_About this exercise_
The entries below are to be returned as written, with all pictures dropped.

_Supplied data_

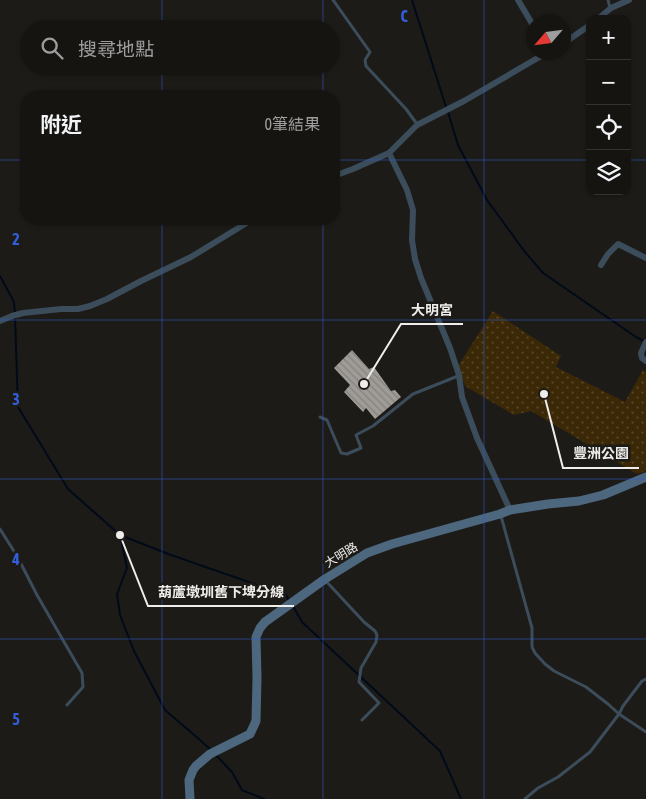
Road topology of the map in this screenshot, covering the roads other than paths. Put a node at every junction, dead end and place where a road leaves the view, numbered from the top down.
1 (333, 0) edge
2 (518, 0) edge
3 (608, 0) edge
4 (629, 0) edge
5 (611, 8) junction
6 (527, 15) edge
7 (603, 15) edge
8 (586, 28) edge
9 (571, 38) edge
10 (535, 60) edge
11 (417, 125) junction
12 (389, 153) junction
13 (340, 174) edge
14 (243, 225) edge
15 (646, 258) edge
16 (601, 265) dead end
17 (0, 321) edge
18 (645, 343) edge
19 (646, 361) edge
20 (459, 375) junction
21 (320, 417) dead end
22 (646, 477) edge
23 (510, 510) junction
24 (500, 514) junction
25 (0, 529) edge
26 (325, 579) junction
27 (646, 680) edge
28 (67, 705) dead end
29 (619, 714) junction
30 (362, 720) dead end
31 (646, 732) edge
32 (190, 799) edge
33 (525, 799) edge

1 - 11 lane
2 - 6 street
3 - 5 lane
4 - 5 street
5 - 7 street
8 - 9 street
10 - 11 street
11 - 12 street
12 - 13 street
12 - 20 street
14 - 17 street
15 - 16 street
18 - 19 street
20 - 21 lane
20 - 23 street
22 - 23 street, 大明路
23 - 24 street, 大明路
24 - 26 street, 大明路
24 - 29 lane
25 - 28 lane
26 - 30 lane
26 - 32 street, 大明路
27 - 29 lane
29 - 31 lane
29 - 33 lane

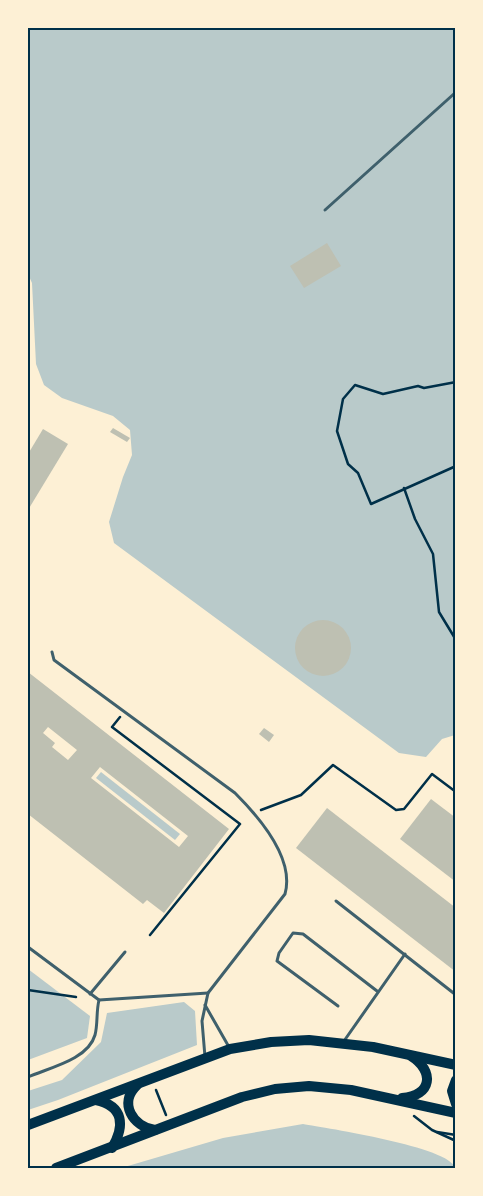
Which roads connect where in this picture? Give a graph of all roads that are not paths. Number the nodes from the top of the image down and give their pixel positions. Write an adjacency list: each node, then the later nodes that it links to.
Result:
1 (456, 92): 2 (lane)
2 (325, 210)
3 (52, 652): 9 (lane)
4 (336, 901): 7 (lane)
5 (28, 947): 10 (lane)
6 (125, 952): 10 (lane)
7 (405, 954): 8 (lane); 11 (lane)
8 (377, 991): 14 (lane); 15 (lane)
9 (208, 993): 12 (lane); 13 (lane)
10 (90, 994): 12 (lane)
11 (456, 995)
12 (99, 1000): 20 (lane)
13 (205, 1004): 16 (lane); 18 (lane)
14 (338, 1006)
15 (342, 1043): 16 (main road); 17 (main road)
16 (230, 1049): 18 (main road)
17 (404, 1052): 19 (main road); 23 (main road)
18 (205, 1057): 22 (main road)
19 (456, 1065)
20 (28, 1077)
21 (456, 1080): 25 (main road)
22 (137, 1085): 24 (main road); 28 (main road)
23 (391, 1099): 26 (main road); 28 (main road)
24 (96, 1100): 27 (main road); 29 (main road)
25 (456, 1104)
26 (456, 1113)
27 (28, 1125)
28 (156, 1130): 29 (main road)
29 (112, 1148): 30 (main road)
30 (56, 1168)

_Written reply_
Road topology of the map in this screenshot, covering the roads other than paths. Put a node at every junction, dead end and place where a road leaves the view, numbered from the top down.
1 (333, 0) edge
2 (518, 0) edge
3 (608, 0) edge
4 (629, 0) edge
5 (611, 8) junction
6 (527, 15) edge
7 (603, 15) edge
8 (586, 28) edge
9 (571, 38) edge
10 (535, 60) edge
11 (417, 125) junction
12 (389, 153) junction
13 (340, 174) edge
14 (243, 225) edge
15 (646, 258) edge
16 (601, 265) dead end
17 (0, 321) edge
18 (645, 343) edge
19 (646, 361) edge
20 (459, 375) junction
21 (320, 417) dead end
22 (646, 477) edge
23 (510, 510) junction
24 (500, 514) junction
25 (0, 529) edge
26 (325, 579) junction
27 (646, 680) edge
28 (67, 705) dead end
29 (619, 714) junction
30 (362, 720) dead end
31 (646, 732) edge
32 (190, 799) edge
33 (525, 799) edge

1 - 11 lane
2 - 6 street
3 - 5 lane
4 - 5 street
5 - 7 street
8 - 9 street
10 - 11 street
11 - 12 street
12 - 13 street
12 - 20 street
14 - 17 street
15 - 16 street
18 - 19 street
20 - 21 lane
20 - 23 street
22 - 23 street, 大明路
23 - 24 street, 大明路
24 - 26 street, 大明路
24 - 29 lane
25 - 28 lane
26 - 30 lane
26 - 32 street, 大明路
27 - 29 lane
29 - 31 lane
29 - 33 lane

Which roads connect where in this picture? Give a graph of all roads that are not paths. Number the nodes from the top of the image down and give their pixel positions. Write an adjacency list: each node, then the later nodes that it links to.
Result:
1 (456, 92): 2 (lane)
2 (325, 210)
3 (52, 652): 9 (lane)
4 (336, 901): 7 (lane)
5 (28, 947): 10 (lane)
6 (125, 952): 10 (lane)
7 (405, 954): 8 (lane); 11 (lane)
8 (377, 991): 14 (lane); 15 (lane)
9 (208, 993): 12 (lane); 13 (lane)
10 (90, 994): 12 (lane)
11 (456, 995)
12 (99, 1000): 20 (lane)
13 (205, 1004): 16 (lane); 18 (lane)
14 (338, 1006)
15 (342, 1043): 16 (main road); 17 (main road)
16 (230, 1049): 18 (main road)
17 (404, 1052): 19 (main road); 23 (main road)
18 (205, 1057): 22 (main road)
19 (456, 1065)
20 (28, 1077)
21 (456, 1080): 25 (main road)
22 (137, 1085): 24 (main road); 28 (main road)
23 (391, 1099): 26 (main road); 28 (main road)
24 (96, 1100): 27 (main road); 29 (main road)
25 (456, 1104)
26 (456, 1113)
27 (28, 1125)
28 (156, 1130): 29 (main road)
29 (112, 1148): 30 (main road)
30 (56, 1168)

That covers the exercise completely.